Praticamente ogni settimana parrocchiani e sacerdoti di Maria Regina della Pace nel cuore di Barriera di Milano, fra corso Giulio Cesare e corso Palermo, assistono a minacce in chiesa da parte di persone tossicodipendenti.
«A distanza di alcuni mesi dagli annunci dei Tavoli istituzionali su soluzioni in merito alla sicurezza la situazione non è per nulla migliorata», sottolinea il parroco don Stefano Votta, «dopo qualche settimana ‘gli interventi muscolari’ delle forze dell’ordine sono svaniti, al momento sono in corso indagini. Lo spaccio a cielo aperto continua ad ogni ora. Quasi tutti i giorni devo accompagnare fuori dalla chiesa persone che entrano con aria minacciosa, ma faccio il prete, non il buttafuori. Alla Regione ho chiesto un incontro con l’assessore alla sicurezza, mai ottenuto».
La comunità parrocchiale si è messa al lavoro per dare risposte strutturali al problema delle periferia nord che continua a sentirsi abbandonata: «in primo luogo», prosegue don Votta, «è necessario creare un senso di comunità fra le persone di diverse nazionalità, culture e religioni presenti nel quartiere: dobbiamo puntare su un’integrazione ‘vera’ con spazi di interazione e dialogo e vogliamo farlo a partire da chi ogni giorno bussa alla nostra porta per chiedere aiuto in modo che ciascuno si senta parte attiva del territorio e non solo fruitore di un servizio».

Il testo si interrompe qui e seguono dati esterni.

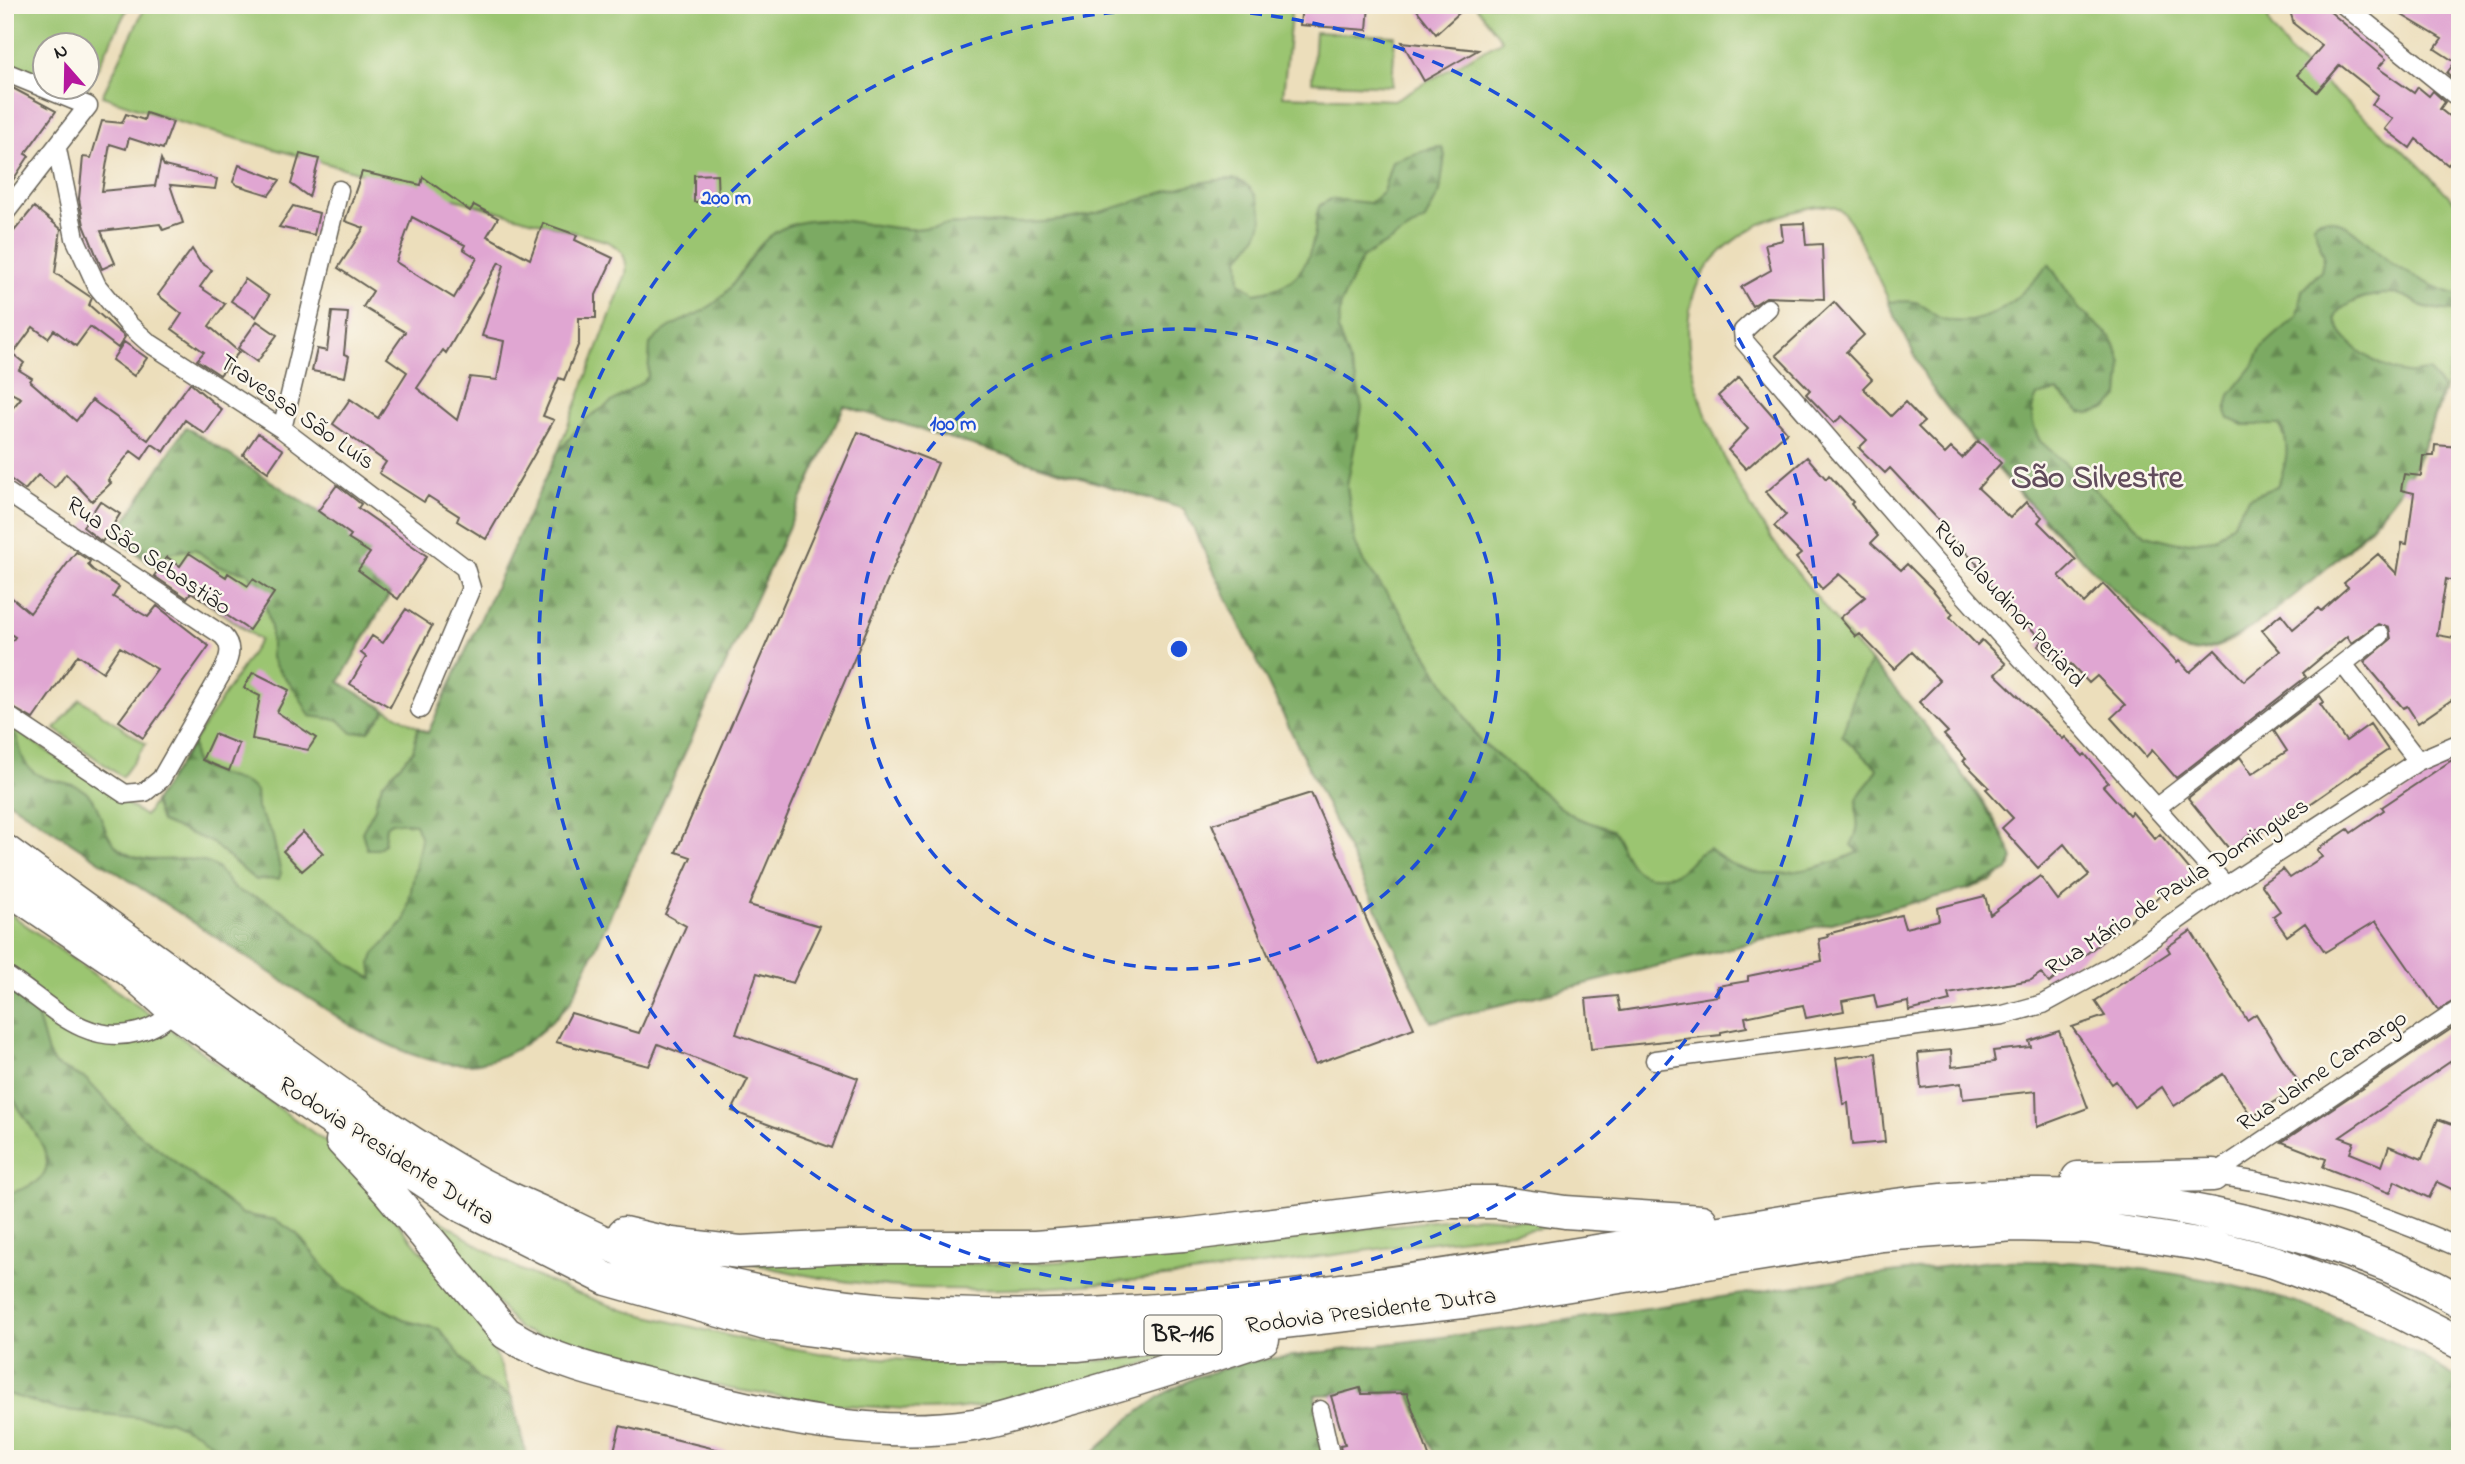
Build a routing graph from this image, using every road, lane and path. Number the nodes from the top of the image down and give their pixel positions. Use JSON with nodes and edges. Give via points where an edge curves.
{"nodes":[{"id":1,"x":2344,"y":5,"type":"edge"},
{"id":2,"x":5,"y":72,"type":"edge"},
{"id":3,"x":2460,"y":99,"type":"edge"},
{"id":4,"x":57,"y":149,"type":"junction"},
{"id":5,"x":339,"y":190,"type":"dead end"},
{"id":6,"x":5,"y":213,"type":"edge"},
{"id":7,"x":1768,"y":309,"type":"dead end"},
{"id":8,"x":282,"y":429,"type":"junction"},
{"id":9,"x":5,"y":491,"type":"edge"},
{"id":10,"x":2380,"y":635,"type":"dead end"},
{"id":11,"x":2343,"y":664,"type":"junction"},
{"id":12,"x":420,"y":709,"type":"dead end"},
{"id":13,"x":5,"y":715,"type":"edge"},
{"id":14,"x":2460,"y":733,"type":"edge"},
{"id":15,"x":2460,"y":743,"type":"edge"},
{"id":16,"x":2423,"y":759,"type":"junction"},
{"id":17,"x":2157,"y":807,"type":"junction"},
{"id":18,"x":5,"y":851,"type":"edge"},
{"id":19,"x":5,"y":886,"type":"edge"},
{"id":20,"x":2226,"y":886,"type":"junction"},
{"id":21,"x":5,"y":975,"type":"edge"},
{"id":22,"x":174,"y":1010,"type":"junction"},
{"id":23,"x":2460,"y":1010,"type":"edge"},
{"id":24,"x":1655,"y":1060,"type":"dead end"},
{"id":25,"x":311,"y":1107,"type":"junction"},
{"id":26,"x":2213,"y":1175,"type":"junction"},
{"id":27,"x":541,"y":1213,"type":"junction"},
{"id":28,"x":1830,"y":1214,"type":"junction"},
{"id":29,"x":1762,"y":1225,"type":"junction"},
{"id":30,"x":2460,"y":1248,"type":"edge"},
{"id":31,"x":2460,"y":1301,"type":"edge"},
{"id":32,"x":1326,"y":1318,"type":"junction"},
{"id":33,"x":2460,"y":1343,"type":"edge"},
{"id":34,"x":1320,"y":1410,"type":"dead end"},
{"id":35,"x":1331,"y":1459,"type":"edge"}],
"edges":[{"from":1,"to":3,"type":"street"},
{"from":2,"to":4,"type":"street","via":[[88,106]]},
{"from":4,"to":6,"type":"street"},
{"from":4,"to":8,"type":"street","name":"Travessa São Luís","via":[[75,238],[111,306],[148,342]]},
{"from":5,"to":8,"type":"street"},
{"from":7,"to":17,"type":"street","name":"Rua Claudinor Periard","via":[[1742,336],[1756,356]]},
{"from":8,"to":12,"type":"street","name":"Travessa São Luís","via":[[467,571],[470,591]]},
{"from":9,"to":13,"type":"street","name":"Rua São Sebastião","via":[[229,643],[227,663],[161,779],[139,793],[125,794]]},
{"from":10,"to":11,"type":"street"},
{"from":11,"to":16,"type":"street"},
{"from":11,"to":17,"type":"street"},
{"from":14,"to":16,"type":"street"},
{"from":15,"to":16,"type":"street","name":"Rua Mário de Paula Domingues"},
{"from":16,"to":20,"type":"street","name":"Rua Mário de Paula Domingues"},
{"from":17,"to":20,"type":"street","name":"Rua Claudinor Periard"},
{"from":18,"to":27,"type":"highway","name":"Rodovia Presidente Dutra","number":"BR-116","via":[[346,1098],[483,1185]]},
{"from":19,"to":22,"type":"highway","name":"Rodovia Presidente Dutra","number":"BR-116","via":[[129,970]]},
{"from":20,"to":24,"type":"street","name":"Rua Mário de Paula Domingues","via":[[2114,965],[2025,1010]]},
{"from":21,"to":22,"type":"street","via":[[82,1029],[98,1034],[122,1036],[147,1030]]},
{"from":22,"to":25,"type":"highway","name":"Rodovia Presidente Dutra","number":"BR-116"},
{"from":23,"to":26,"type":"street","name":"Rua Jaime Camargo"},
{"from":25,"to":32,"type":"highway","name":"Rodovia Presidente Dutra","number":"BR-116","via":[[464,1207],[607,1279],[766,1324],[928,1345],[1017,1346],[1137,1340]]},
{"from":25,"to":32,"type":"highway","via":[[390,1193],[506,1333],[526,1346],[659,1387],[820,1424],[903,1429],[974,1425],[1169,1370]]},
{"from":26,"to":28,"type":"highway","via":[[2047,1179],[1976,1186]]},
{"from":26,"to":30,"type":"street","via":[[2324,1198],[2411,1226]]},
{"from":27,"to":29,"type":"highway","via":[[672,1244],[740,1252],[1107,1243],[1452,1202]]},
{"from":27,"to":29,"type":"highway","name":"Rodovia Presidente Dutra","number":"BR-116","via":[[689,1275],[773,1294],[841,1307],[1000,1315],[1075,1314],[1301,1294]]},
{"from":28,"to":29,"type":"highway","name":"Rodovia Presidente Dutra","number":"BR-116"},
{"from":28,"to":31,"type":"highway","name":"Rodovia Presidente Dutra","number":"BR-116","via":[[1983,1197],[2134,1200],[2320,1240]]},
{"from":32,"to":33,"type":"highway","name":"Rodovia Presidente Dutra","number":"BR-116","via":[[1463,1302],[1882,1235],[2014,1225],[2089,1227],[2274,1262],[2378,1301]]},
{"from":34,"to":35,"type":"street"}]}
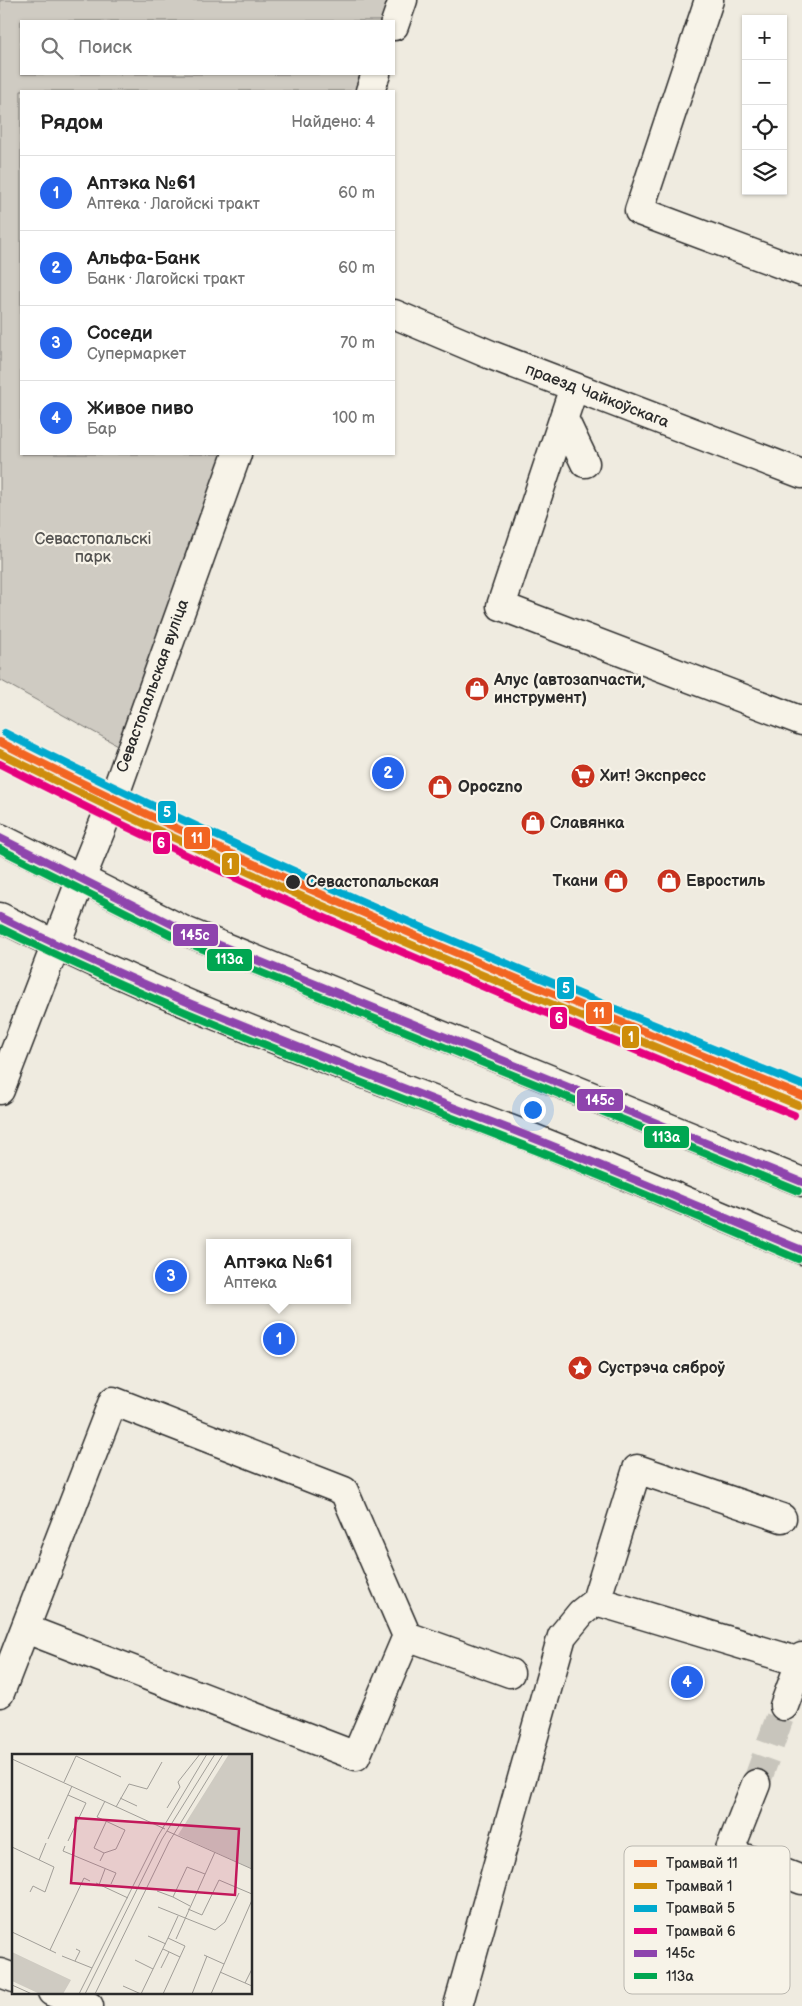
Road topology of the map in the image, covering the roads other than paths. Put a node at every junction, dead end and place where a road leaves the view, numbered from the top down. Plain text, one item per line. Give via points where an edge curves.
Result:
1 (403, 0) edge
2 (709, 0) edge
3 (395, 23) edge
4 (376, 75) edge
5 (370, 90) edge
6 (802, 272) edge
7 (395, 314) edge
8 (574, 386) junction
9 (564, 418) junction
10 (237, 455) edge
11 (585, 463) dead end
12 (802, 474) edge
13 (802, 721) edge
14 (0, 838) edge
15 (81, 879) junction
16 (0, 918) edge
17 (56, 946) junction
18 (0, 1090) edge
19 (802, 1182) edge
20 (802, 1250) edge
21 (782, 1518) dead end
22 (596, 1601) junction
23 (26, 1629) junction
24 (407, 1636) junction
25 (801, 1660) edge
26 (510, 1673) dead end
27 (0, 1693) edge
28 (784, 1706) tunnel mouth
29 (756, 1784) tunnel mouth
30 (731, 1846) edge
31 (790, 1875) edge
32 (802, 1880) edge
33 (0, 1972) edge
34 (12, 1977) edge
35 (57, 1994) edge
36 (89, 2006) edge
37 (458, 2006) edge

1 - 3 main road
2 - 6 main road via 639,211
4 - 5 main road
7 - 8 main road, праезд Чайкоўскага
8 - 9 main road
8 - 12 main road, праезд Чайкоўскага
9 - 11 main road
9 - 13 main road via 501,606
10 - 15 main road, Севастопальская вуліца via 116,791
14 - 15 main road
15 - 17 main road, Севастопальская вуліца
15 - 19 main road via 185,931
16 - 17 main road
17 - 18 main road, Севастопальская вуліца
17 - 20 main road via 159,992 523,1134
21 - 22 main road via 637,1469
22 - 25 main road
22 - 37 main road via 562,1636
23 - 24 main road via 356,1756
23 - 24 main road via 113,1401 344,1491
23 - 27 main road
24 - 26 main road
25 - 28 main road
29 - 30 main road
31 - 32 main road
33 - 34 main road
35 - 36 main road

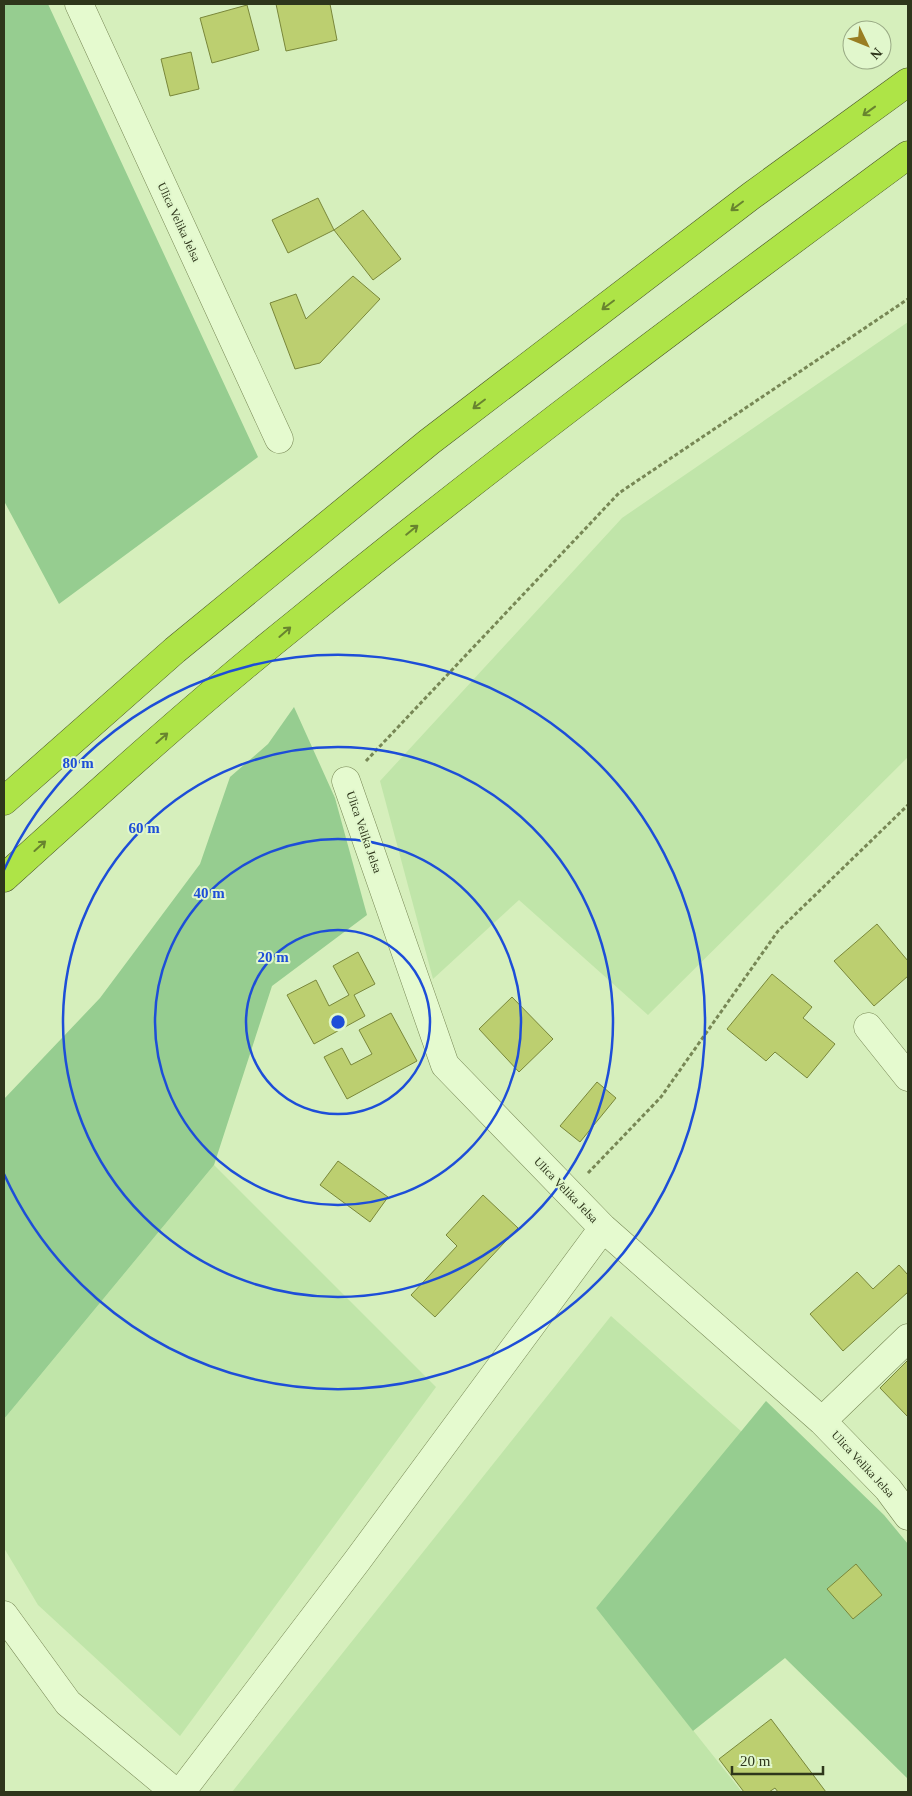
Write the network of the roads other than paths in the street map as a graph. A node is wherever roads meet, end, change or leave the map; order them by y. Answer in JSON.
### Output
{"nodes":[{"id":1,"x":79,"y":4,"type":"edge"},
{"id":2,"x":908,"y":82,"type":"edge"},
{"id":3,"x":908,"y":155,"type":"edge"},
{"id":4,"x":279,"y":440,"type":"dead end"},
{"id":5,"x":346,"y":782,"type":"road end"},
{"id":6,"x":4,"y":801,"type":"edge"},
{"id":7,"x":4,"y":878,"type":"edge"},
{"id":8,"x":868,"y":1027,"type":"dead end"},
{"id":9,"x":908,"y":1077,"type":"edge"},
{"id":10,"x":603,"y":1228,"type":"junction"},
{"id":11,"x":908,"y":1338,"type":"edge"},
{"id":12,"x":822,"y":1422,"type":"junction"},
{"id":13,"x":908,"y":1516,"type":"edge"},
{"id":14,"x":4,"y":1614,"type":"edge"},
{"id":15,"x":176,"y":1792,"type":"edge"},
{"id":16,"x":180,"y":1792,"type":"edge"}],
"edges":[{"from":1,"to":4,"type":"street","name":"Ulica Velika Jelsa"},
{"from":2,"to":6,"type":"highway","one_way":true},
{"from":7,"to":3,"type":"highway","one_way":true},
{"from":5,"to":10,"type":"street","name":"Ulica Velika Jelsa"},
{"from":8,"to":9,"type":"street"},
{"from":10,"to":12,"type":"street","name":"Ulica Velika Jelsa"},
{"from":10,"to":16,"type":"street"},
{"from":11,"to":12,"type":"street"},
{"from":12,"to":13,"type":"street","name":"Ulica Velika Jelsa"},
{"from":14,"to":15,"type":"street"}]}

Ed ecco che alla Pace è arrivata «la mamma di quartiere», frutto del progetto «Comunità al lavoro» finanziato da Caritas Italiana con fondi Cei 8xmille grazie all’impegno della Caritas Diocesana di Torino. Si tratta di un’operatrice di origine magrebina che per 15 ore alla settimana avrà principalmente il compito di entrare in relazione in particolare con le donne straniere favorendo il servizio dei volontari della parrocchia, ma soprattutto il processo di integrazione.
La parrocchia accompagna 320 famiglie in difficoltà economica aumentate con la pandemia, la stragrande maggioranza di origine straniera.
«Fra i volontari del Centro Caritas», sottolinea il parroco, «c’è grande difficoltà ad entrare nel dinamismo delle relazioni familiari. È fondamentale creare un ponte in modo che queste famiglie si possano sentire parte integrante della comunità parrocchiale, anche se di fede diversa».
Houda, 36enne, sarà presente in parrocchia da martedì a venerdì in alcune ore del mattino e del pomeriggio principalmente a supporto del Centro Caritas come mediatrice culturale.

«Inoltre», prosegue il parroco, «grazie alla nuova risorsa, vorremmo creare un luogo di ascolto per le donne in cui possano parlare e confrontarsi, dalla cultura alla politica, uno spazio di vita comunitaria e sociale in modo che si sentano protagoniste del quartiere in cui vivono dove è certamente possibile vivere bene insieme».
«Il progetto ‘Comunità al lavoro’», spiega Ivan Andreis, responsabile del settore animazione e formazione di Caritas Diocesana, «è doppiamente virtuoso: in primo luogo ha l’obiettivo dell’inserimento lavorativo di persone in difficoltà economica che, grazie alle proprie competenze, possono essere da supporto prezioso a realtà ecclesiali che lavorano sul territorio, in particolare in quartieri segnati dal disagio sociale, nei servizi alle persone nella fragilità».
«L’inserimento di Houda è fondamentale», sottolinea Enzo Calvetto, responsabile del Centro Caritas della Pace, «lo abbiamo sperimentato in questi giorni: la sua presenza favorisce la conoscenza fra le donne straniere e la loro integrazione nella costruzione di una comunità viva. Offre un supporto al nostro impegno in modo che sia efficace a tutto campo».
«Non c’è solo bisogno di interventi sulla sicurezza che poi svaniscono», conclude don Votta, «ma di lavorare per la creazione di un territorio coeso. Auspichiamo dunque che su questo terreno si possano trovare risposte, che ancora mancano, anche da parte del Comune e della Regione».